Embodiment 4: The string as in any prior embodiment, wherein upon release of the hydraulic release the upper completion is movable both in the uphole direction and downhole direction from the position where the upper completion was locked by the hydraulic releaser.


Embodiment 5: The string as in any prior embodiment, wherein the hydraulic releaser includes features that axially and rotationally lock the upper and lower completions relative to one another.


Embodiment 6: The string as in any prior embodiment, wherein the lower completion further includes a wellbore isolation valve.


Embodiment 7: The string as in any prior embodiment, wherein the hydraulic releaser is responsive to differential pressure inside the completion relative to pressure outside of the completion.


Embodiment 8: The string as in any prior embodiment, wherein the upper completion is configured to be permanently installed in a wellbore.


Embodiment 9: The string as in any prior embodiment, further comprising a lower completion tubing valve assembly that includes a one-way profile to open a valve of the assembly and a distinct valve profile to close the valve.


Embodiment 10: A method for completing a well, including running the completion string as in any prior embodiment in a borehole, establishing pressure integrity, applying tubing pressure to release the hydraulic releaser, and shifting the valve.


Embodiment 11: The method as in any prior embodiment, wherein the establishing pressure integrity includes dropping an object and seating the object in a seat in the lower completion.


Embodiment 12: The method as in any prior embodiment, wherein the applying pressure further includes setting a lower completion anchor.


Embodiment 13: The method as in any prior embodiment, wherein the shifting includes picking up on the upper completion.


Embodiment 14: The method as in any prior embodiment, further comprising landing a tubing hanger.


Embodiment 15: The method as in any prior embodiment, further including setting an upper completion packer with applied tubing pressure.


Embodiment 16: A method for completing a well, including running an upper completion connected to a lower completion into a borehole, releasing a hydraulic releaser with applied tubing pressure, and shifting a valve in the lower completion with movement of the upper completion.


Embodiment 17: The method as in any prior embodiment, further including permanently installing the upper completion in the well.


Embodiment 18: A wellbore system, including a borehole in a subsurface formation, an upper completion and a lower completion in the borehole, a hydraulic releaser connecting the upper completion to the lower completion, the hydraulic releaser being responsive to applied tubing pressure to releaser the upper completion from the lower completion.


Embodiment 19: The system as in any prior embodiment, wherein the upper completion includes a shifting tool and the lower completion includes a valve responsive to the shifting tool.


The use of the terms “a” and “an” and “the” and similar referents in the context of describing the invention (especially in the context of the following claims) are to be construed to cover both the singular and the plural, unless otherwise indicated herein or clearly contradicted by context. Further, it should be noted that the terms “first,” “second,” and the like herein do not denote any order, quantity, or importance, but rather are used to distinguish one element from another. The terms “about”, “substantially” and “generally” are intended to include the degree of error associated with measurement of the particular quantity based upon the equipment available at the time of filing the application. For example, “about” and/or “substantially” and/or “generally” can include a range of +8% of a given value.

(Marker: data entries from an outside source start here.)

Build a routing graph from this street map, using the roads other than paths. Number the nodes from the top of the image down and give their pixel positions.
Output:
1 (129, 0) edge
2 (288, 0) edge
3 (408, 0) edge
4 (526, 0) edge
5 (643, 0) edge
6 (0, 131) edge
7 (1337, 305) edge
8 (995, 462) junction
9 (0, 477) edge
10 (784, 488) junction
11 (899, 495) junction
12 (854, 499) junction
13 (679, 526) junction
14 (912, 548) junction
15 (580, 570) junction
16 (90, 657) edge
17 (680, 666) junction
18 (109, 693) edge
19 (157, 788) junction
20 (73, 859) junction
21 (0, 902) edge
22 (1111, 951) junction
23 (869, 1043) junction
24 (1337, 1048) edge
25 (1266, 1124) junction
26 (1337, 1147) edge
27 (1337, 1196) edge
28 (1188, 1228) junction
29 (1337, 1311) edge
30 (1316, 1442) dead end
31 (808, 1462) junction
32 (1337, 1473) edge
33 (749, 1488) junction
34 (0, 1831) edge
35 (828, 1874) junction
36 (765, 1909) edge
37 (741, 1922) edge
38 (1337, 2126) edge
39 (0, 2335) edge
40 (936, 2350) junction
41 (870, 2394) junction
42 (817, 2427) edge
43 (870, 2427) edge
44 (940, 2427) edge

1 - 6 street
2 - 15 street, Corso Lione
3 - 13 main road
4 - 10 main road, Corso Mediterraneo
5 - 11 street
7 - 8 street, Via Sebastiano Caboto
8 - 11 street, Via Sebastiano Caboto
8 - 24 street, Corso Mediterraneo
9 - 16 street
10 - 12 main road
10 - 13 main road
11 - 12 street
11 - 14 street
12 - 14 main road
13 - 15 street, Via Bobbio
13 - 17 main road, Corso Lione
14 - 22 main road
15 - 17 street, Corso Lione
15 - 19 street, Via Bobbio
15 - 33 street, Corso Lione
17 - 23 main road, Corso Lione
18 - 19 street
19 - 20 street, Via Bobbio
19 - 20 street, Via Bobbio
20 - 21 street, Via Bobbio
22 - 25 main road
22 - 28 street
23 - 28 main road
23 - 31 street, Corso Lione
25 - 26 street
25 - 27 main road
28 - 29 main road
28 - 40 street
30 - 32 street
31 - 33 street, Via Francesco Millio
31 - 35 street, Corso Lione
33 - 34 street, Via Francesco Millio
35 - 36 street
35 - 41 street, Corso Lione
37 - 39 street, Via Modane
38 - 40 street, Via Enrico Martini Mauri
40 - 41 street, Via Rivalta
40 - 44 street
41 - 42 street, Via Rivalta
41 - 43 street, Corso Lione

The teachings of the present disclosure may be used in a variety of well operations. These operations may involve using one or more treatment agents to treat a formation, the fluids resident in a formation, a borehole, and/or equipment in the borehole, such as production tubing. The treatment agents may be in the form of liquids, gases, solids, semi-solids, and mixtures thereof. Illustrative treatment agents include, but are not limited to, fracturing fluids, acids, steam, water, brine, anti-corrosion agents, cement, permeability modifiers, drilling muds, emulsifiers, demulsifiers, tracers, flow improvers etc. Illustrative well operations include, but are not limited to, hydraulic fracturing, stimulation, tracer injection, cleaning, acidizing, steam injection, water flooding, cementing, etc.


While the invention has been described with reference to an exemplary embodiment or embodiments, it will be understood by those skilled in the art that various changes may be made and equivalents may be substituted for elements thereof without departing from the scope of the invention. In addition, many modifications may be made to adapt a particular situation or material to the teachings of the invention without departing from the essential scope thereof. Therefore, it is intended that the invention not be limited to the particular embodiment disclosed as the best mode contemplated for carrying out this invention, but that the invention will include all embodiments falling within the scope of the claims. Also, in the drawings and the description, there have been disclosed exemplary embodiments of the invention and, although specific terms may have been employed, they are unless otherwise stated used in a generic and descriptive sense only and not for purposes of limitation, the scope of the invention therefore not being so limited.

Claims
  • 1. A completion string, comprising: an upper completion having a shifting tool; anda lower completion having a hydraulic releaser and a valve responsive to the shifting tool.
  • 2. The string as claimed in claim 1, wherein the hydraulic releaser is downhole of a seal bore in the lower completion.
  • 3. The string as claimed in claim 1, wherein the hydraulic releaser locks the upper and lower completions together until released.
  • 4. The string as claimed in claim 1, wherein upon release of the hydraulic release the upper completion is movable both in the uphole direction and downhole direction from the position where the upper completion was locked by the hydraulic releaser.
  • 5. The string as claimed in claim 3, wherein the hydraulic releaser includes features that axially and rotationally lock the upper and lower completions relative to one another.
  • 6. The string as claimed in claim 1, wherein the lower completion further includes a wellbore isolation valve.
  • 7. The string as claimed in claim 1, wherein the hydraulic releaser is responsive to differential pressure inside the completion relative to pressure outside of the completion.
  • 8. The string as claimed in claim 1, wherein the upper completion is configured to be permanently installed in a wellbore.
  • 9. The string as claimed in claim 1, further comprising a lower completion tubing valve assembly that includes a one-way profile to open a valve of the assembly and a distinct valve profile to close the valve.
  • 10. A method for completing a well, comprising: running the completion string as claimed in claim 1 in a borehole;establishing pressure integrity;applying tubing pressure to release the hydraulic releaser; andshifting the valve.
  • 11. The method as claimed in claim 10, wherein the establishing pressure integrity includes dropping an object and seating the object in a seat in the lower completion.
  • 12. The method as claimed in claim 10, wherein the applying pressure further includes setting a lower completion anchor.
  • 13. The method as claimed in claim 10, wherein the shifting includes picking up on the upper completion.
  • 14. The method as claimed in claim 10, further comprising landing a tubing hanger.
  • 15. The method as claimed in claim 10, further including setting an upper completion packer with applied tubing pressure.
  • 16. A method for completing a well, comprising: running an upper completion connected to a lower completion into a borehole;releasing a hydraulic releaser with applied tubing pressure; andshifting a valve in the lower completion with movement of the upper completion.
  • 17. The method as claimed in claim 16, further including permanently installing the upper completion in the well.
  • 18. A wellbore system, comprising: a borehole in a subsurface formation;an upper completion and a lower completion in the borehole;a hydraulic releaser connecting the upper completion to the lower completion, the hydraulic releaser being responsive to applied tubing pressure to releaser the upper completion from the lower completion.
  • 19. The system as claimed in claim 18, wherein the upper completion includes a shifting tool and the lower completion includes a valve responsive to the shifting tool.